Di saat genting itulah Bu Siti tiba-tiba kembali pulang. Perempuan-perempuan dusun Kapuran yang sedang membelah batu marmer seperti satu komando. Mereka tinggalkan palu gada dan linggis begitu saja di bukit kapur. Berlarian menyambut kebenaran berita bahwa Bu Siti pulang.
"Sekarang, ibu-ibu jika ingin pijat, bisa sama saya. Mulai besok malam akan saya ladeni" jelas Bu Siti di depan kerumunan perempuan-perempuan pembelah batu marmer itu.
Riuh suara lega seperti lebah. Nampak wajah gosong perempuan-perempuan itu bahagia. Seperti menemukan jawaban dari persoalan rumit yang selama ini tak terpecahkan. Bahkan lebih sulit ketimbang memecah batu marmer. Konon selama kepergiannya, Bu Siti telah belajar memijat pada seseorang di kota.
Maka, jika malam tiba, perempuan-perempuan dusun Kapuran mulai mengantre merasakan pijatan Bu Siti. Konon, menurut mereka pijatan Bu Siti ini lebih bertenaga dan cepat memulihkan kebugaran. Tak hanya itu, karena sesama perempuan, mereka bisa bebas menahan sakit campur nikmat dengan mata merem melek. Kesimpulan sementara, lebih enak dipijat Bu Siti dibanding Pak Sarjono.
Bagaimana dengan Pak Bakri serta para pekerja laki-laki lainnya? Rupanya karena cerita dari mulut ke mulut tentang keahlian Bu Siti itulah akhirnya satu persatu pasien Pak Sarjono mulai berpikir ulang. Siapa lagi yang dipikirkan jika bukan Bu Siti?
Bu Siti sendiri warga asli dusun Kapuran, ia tak tega mematok tarif kepada tetangganya. Jadi sama-sama sukarela, sekedarnya, semampunya.

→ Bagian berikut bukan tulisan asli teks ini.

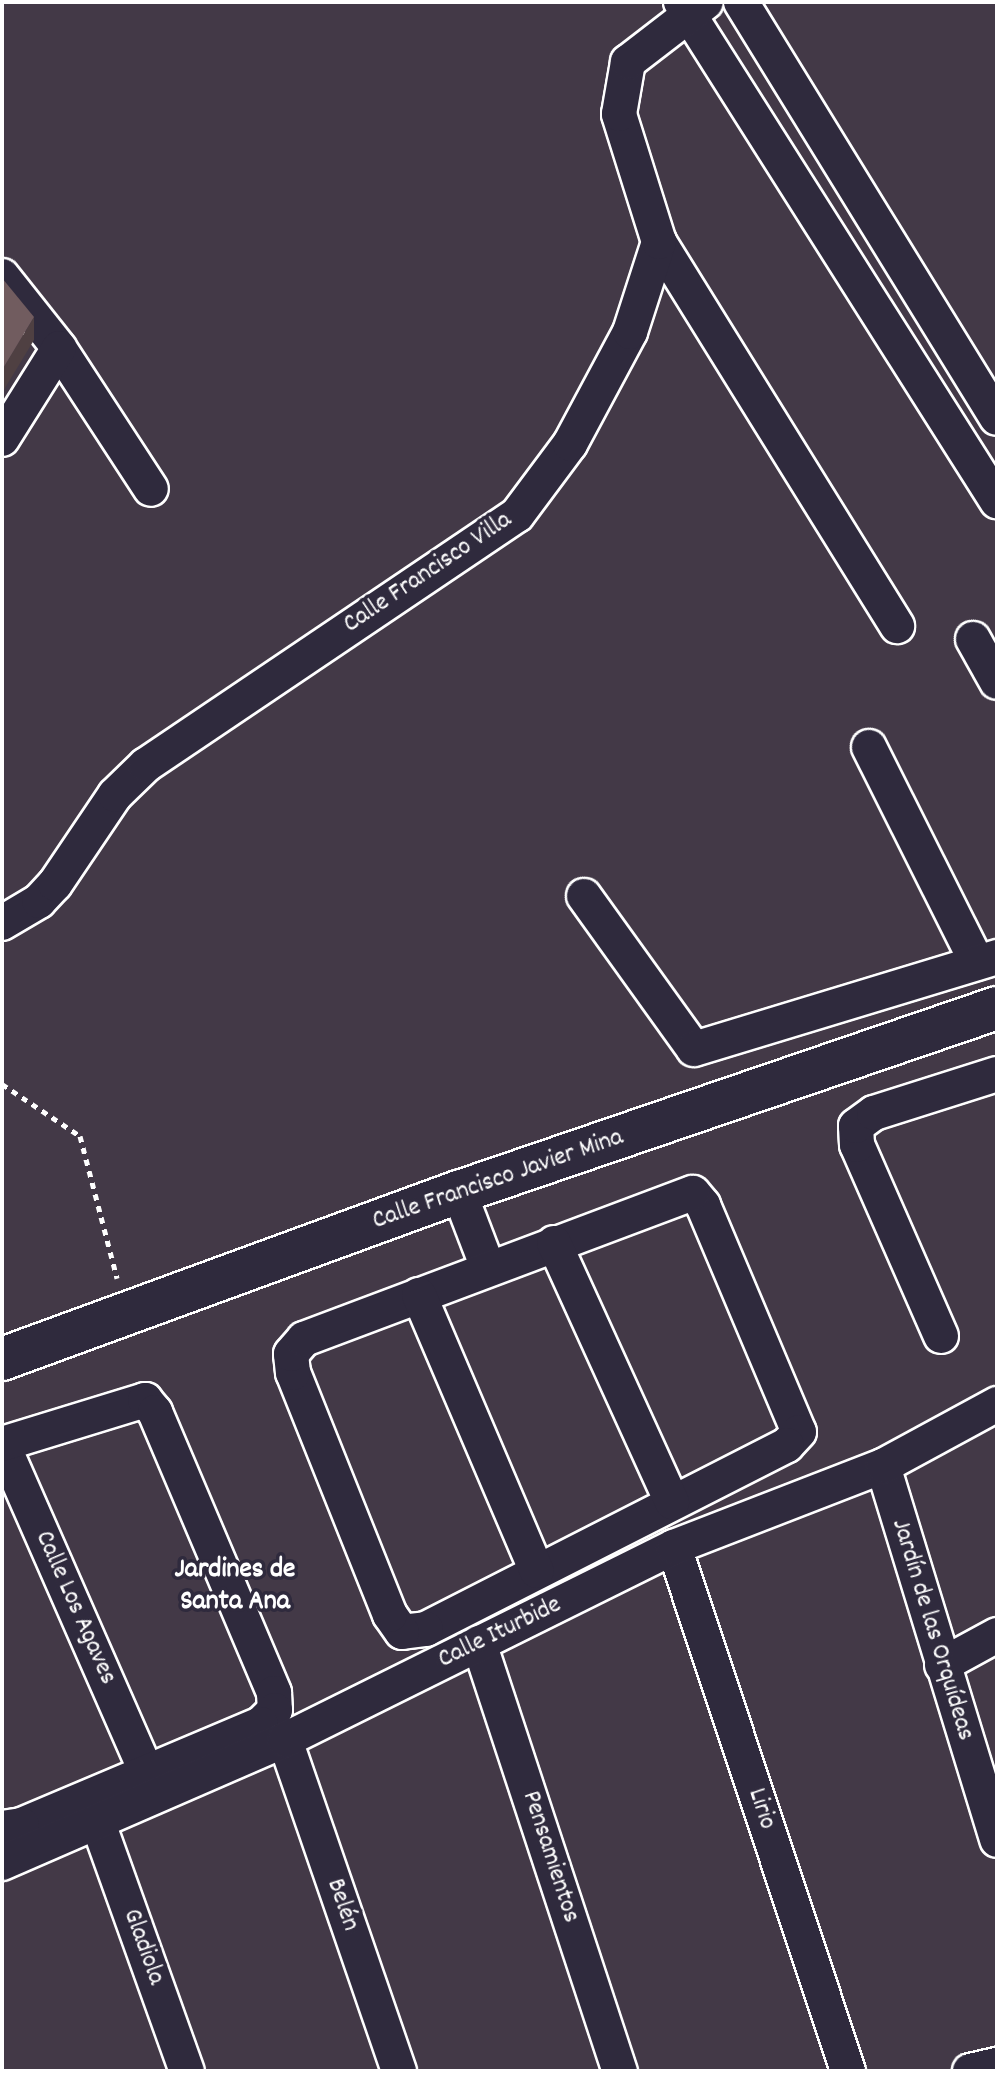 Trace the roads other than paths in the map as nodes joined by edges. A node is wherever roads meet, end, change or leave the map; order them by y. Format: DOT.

"Wah kalau tarifnya sama-sama sukarela tapi kualitas lebih bagus, mengapa tak pilih Bu Siti saja?" pendapat salah satu laki-laki saat ngobrol di pos ronda.
Diam-diam beberapa laki-laki mulai berani menanyakan atau ijin untuk bisa dipijat Bu Siti. Pak Bakri tak keberatan, asalkan dia bisa mengawasi prosesi itu dan tentu tak lupa dengan urusan tarif (meski sukarela).
Bagaimanapun juga dada Pak Bakri masih menyala rasa cemburu dengan Pak Sarjono. Ia ingin pemijat tuna netra itu tergantikan istrinya, lalu biarkan enyah dari dusun Kapuran ini.